Seldom can I pinpoint name one image as “the first” but in this case, I know exactly what gave birth to my prize picture.

Four years ago, I was walking the Buttonbush Trail in Eastham, MA, a short distance from the Visitors Center of the Cape Cod National Seashore. Oddly enough, during my teenage years, I’d lived barely half a mile away; back then, though, I didn’t know of the place at all, concealed by trees as it was. (I’m not sure many others did, either.) Thus, decades later, with the park’s research and development of land, this swamp, crammed with plants in murky water, burst upon me as entirely new territory.

  I’d never caught reflections (and menisci) like these before, so ornamented with multiple lines. Though I quickly realized this particular image was flawed and too busy, as were a couple of others taken right afterward, immediately I wanted to see and photograph more like it.

But what exactly was I looking for? The effect turned out to be complex in itself, and often part of a complicated scene. I easily identified images which didn’t work, due to cluttery, muddled results. Over the next couple of years, I worked to figure out the elements of my desired personal mix: water, multiple reflections of both sky and plants in the water, also if I could manage it, perhaps the surface and even the bottom of the body of water underneath. Thinking further, I began to see that I was trying to create a kind of three-dimensional world on the page. And all this from those steel-engraving-like multiple lines of meniscus and precise reflections around such things as twigs or stones or leaves.

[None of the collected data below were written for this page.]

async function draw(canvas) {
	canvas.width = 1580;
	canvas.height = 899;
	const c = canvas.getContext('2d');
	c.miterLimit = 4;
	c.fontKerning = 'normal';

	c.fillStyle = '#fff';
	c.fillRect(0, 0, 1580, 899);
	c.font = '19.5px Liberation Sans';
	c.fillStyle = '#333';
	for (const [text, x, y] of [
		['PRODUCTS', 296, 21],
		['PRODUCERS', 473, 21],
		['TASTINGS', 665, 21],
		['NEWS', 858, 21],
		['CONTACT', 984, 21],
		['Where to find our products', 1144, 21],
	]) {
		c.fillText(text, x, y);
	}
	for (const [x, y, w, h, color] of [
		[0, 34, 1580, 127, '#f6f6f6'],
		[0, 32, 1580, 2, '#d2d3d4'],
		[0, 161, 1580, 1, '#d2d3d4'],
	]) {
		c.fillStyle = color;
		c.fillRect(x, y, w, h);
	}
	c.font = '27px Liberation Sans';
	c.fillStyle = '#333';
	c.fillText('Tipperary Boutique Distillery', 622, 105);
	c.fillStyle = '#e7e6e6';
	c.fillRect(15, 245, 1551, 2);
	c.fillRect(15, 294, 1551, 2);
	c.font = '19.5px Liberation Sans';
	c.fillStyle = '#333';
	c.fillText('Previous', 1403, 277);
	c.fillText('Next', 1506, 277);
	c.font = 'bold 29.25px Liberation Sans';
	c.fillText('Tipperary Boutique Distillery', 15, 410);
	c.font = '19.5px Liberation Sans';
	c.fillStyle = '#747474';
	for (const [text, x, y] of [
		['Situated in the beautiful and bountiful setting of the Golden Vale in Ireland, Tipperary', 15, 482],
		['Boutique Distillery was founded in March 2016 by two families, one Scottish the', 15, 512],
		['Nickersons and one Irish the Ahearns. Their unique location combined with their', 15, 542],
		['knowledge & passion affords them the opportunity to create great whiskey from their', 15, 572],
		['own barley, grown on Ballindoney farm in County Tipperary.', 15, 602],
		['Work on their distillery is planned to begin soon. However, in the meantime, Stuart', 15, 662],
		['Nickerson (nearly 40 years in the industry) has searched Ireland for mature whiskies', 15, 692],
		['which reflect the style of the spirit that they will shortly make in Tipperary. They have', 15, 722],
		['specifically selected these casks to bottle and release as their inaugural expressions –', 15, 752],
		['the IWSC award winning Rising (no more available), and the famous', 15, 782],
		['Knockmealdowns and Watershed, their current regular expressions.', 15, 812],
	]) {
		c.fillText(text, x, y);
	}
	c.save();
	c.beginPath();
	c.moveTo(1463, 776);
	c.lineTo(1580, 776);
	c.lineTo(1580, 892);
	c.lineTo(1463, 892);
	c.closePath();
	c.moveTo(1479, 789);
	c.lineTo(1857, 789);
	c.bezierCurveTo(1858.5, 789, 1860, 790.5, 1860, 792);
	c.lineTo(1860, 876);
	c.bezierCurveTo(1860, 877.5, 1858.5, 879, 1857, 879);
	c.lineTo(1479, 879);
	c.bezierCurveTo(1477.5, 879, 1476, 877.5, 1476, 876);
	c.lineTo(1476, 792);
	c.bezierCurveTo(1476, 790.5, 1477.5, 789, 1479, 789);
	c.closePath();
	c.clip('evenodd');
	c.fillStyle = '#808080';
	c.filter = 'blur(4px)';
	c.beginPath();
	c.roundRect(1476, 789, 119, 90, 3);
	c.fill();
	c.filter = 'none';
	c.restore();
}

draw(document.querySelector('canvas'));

I learned, too, that couldn’t always include every element, but I looked for a balance among them, whether I stood ankle-deep in the shallows of a pond or splashed though a fraction of an inch of rain. The same sky, the same sun, or clouds, reigns over all.

However, where I live and photo most of the time, not much comes from the sky except sun. San Diego is a place of drought, with few lakes or ponds. (Beaches are another matter entirely, not least because such effects often vanish soon or right after they’ve happened, due to tides and waves.)  I photograph sidewalks and puddles after what rain we do get, and often chance encounters with water such as fountains in public places or parks. Or heavy morning dew, for we live near the coast and I delight in spider webs or plants decorated in droplets.

Visiting Cape Cod at least once a year, I explore the ponds, especially Great Pond in Eastham and Owl Pond in Brewster. For many summers, I often walked and photographed the Red Lily Pond and Lake Elizabeth in Craigville. In recent years, I’ve also loved exploring the shores of Lake Mendota, in Madison, WI.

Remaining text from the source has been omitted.